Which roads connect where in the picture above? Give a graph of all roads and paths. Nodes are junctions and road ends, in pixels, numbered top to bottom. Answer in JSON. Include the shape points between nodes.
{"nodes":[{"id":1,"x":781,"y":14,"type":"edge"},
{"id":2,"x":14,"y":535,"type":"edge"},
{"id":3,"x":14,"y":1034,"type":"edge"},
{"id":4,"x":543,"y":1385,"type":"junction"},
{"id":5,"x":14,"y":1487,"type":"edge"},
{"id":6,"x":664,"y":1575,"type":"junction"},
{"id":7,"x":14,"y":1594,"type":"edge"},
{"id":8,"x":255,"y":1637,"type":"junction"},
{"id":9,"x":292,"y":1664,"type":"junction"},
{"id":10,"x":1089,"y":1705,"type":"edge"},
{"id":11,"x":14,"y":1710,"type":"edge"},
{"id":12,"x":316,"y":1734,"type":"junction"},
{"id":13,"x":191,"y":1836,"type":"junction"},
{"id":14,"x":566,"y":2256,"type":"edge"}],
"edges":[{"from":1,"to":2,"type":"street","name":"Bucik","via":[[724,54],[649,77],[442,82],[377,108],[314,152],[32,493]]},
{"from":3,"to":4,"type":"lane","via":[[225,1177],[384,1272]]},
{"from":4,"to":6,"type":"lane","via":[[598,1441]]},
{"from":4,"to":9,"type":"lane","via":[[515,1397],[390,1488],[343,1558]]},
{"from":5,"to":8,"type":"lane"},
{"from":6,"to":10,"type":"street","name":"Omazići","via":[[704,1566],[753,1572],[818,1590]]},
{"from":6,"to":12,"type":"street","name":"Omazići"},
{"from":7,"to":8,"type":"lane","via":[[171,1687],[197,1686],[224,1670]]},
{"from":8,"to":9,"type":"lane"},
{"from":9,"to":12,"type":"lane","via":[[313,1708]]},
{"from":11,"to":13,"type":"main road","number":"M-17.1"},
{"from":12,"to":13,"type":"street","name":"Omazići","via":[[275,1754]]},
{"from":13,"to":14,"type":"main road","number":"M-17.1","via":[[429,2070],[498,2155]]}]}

★ ★ ★ ★

→ **Task details**
In full and word for word, write out the data above.

→ **Answer to this problem**
Which roads connect where in the picture above? Give a graph of all roads and paths. Nodes are junctions and road ends, in pixels, numbered top to bottom. Answer in JSON. Include the shape points between nodes.
{"nodes":[{"id":1,"x":781,"y":14,"type":"edge"},
{"id":2,"x":14,"y":535,"type":"edge"},
{"id":3,"x":14,"y":1034,"type":"edge"},
{"id":4,"x":543,"y":1385,"type":"junction"},
{"id":5,"x":14,"y":1487,"type":"edge"},
{"id":6,"x":664,"y":1575,"type":"junction"},
{"id":7,"x":14,"y":1594,"type":"edge"},
{"id":8,"x":255,"y":1637,"type":"junction"},
{"id":9,"x":292,"y":1664,"type":"junction"},
{"id":10,"x":1089,"y":1705,"type":"edge"},
{"id":11,"x":14,"y":1710,"type":"edge"},
{"id":12,"x":316,"y":1734,"type":"junction"},
{"id":13,"x":191,"y":1836,"type":"junction"},
{"id":14,"x":566,"y":2256,"type":"edge"}],
"edges":[{"from":1,"to":2,"type":"street","name":"Bucik","via":[[724,54],[649,77],[442,82],[377,108],[314,152],[32,493]]},
{"from":3,"to":4,"type":"lane","via":[[225,1177],[384,1272]]},
{"from":4,"to":6,"type":"lane","via":[[598,1441]]},
{"from":4,"to":9,"type":"lane","via":[[515,1397],[390,1488],[343,1558]]},
{"from":5,"to":8,"type":"lane"},
{"from":6,"to":10,"type":"street","name":"Omazići","via":[[704,1566],[753,1572],[818,1590]]},
{"from":6,"to":12,"type":"street","name":"Omazići"},
{"from":7,"to":8,"type":"lane","via":[[171,1687],[197,1686],[224,1670]]},
{"from":8,"to":9,"type":"lane"},
{"from":9,"to":12,"type":"lane","via":[[313,1708]]},
{"from":11,"to":13,"type":"main road","number":"M-17.1"},
{"from":12,"to":13,"type":"street","name":"Omazići","via":[[275,1754]]},
{"from":13,"to":14,"type":"main road","number":"M-17.1","via":[[429,2070],[498,2155]]}]}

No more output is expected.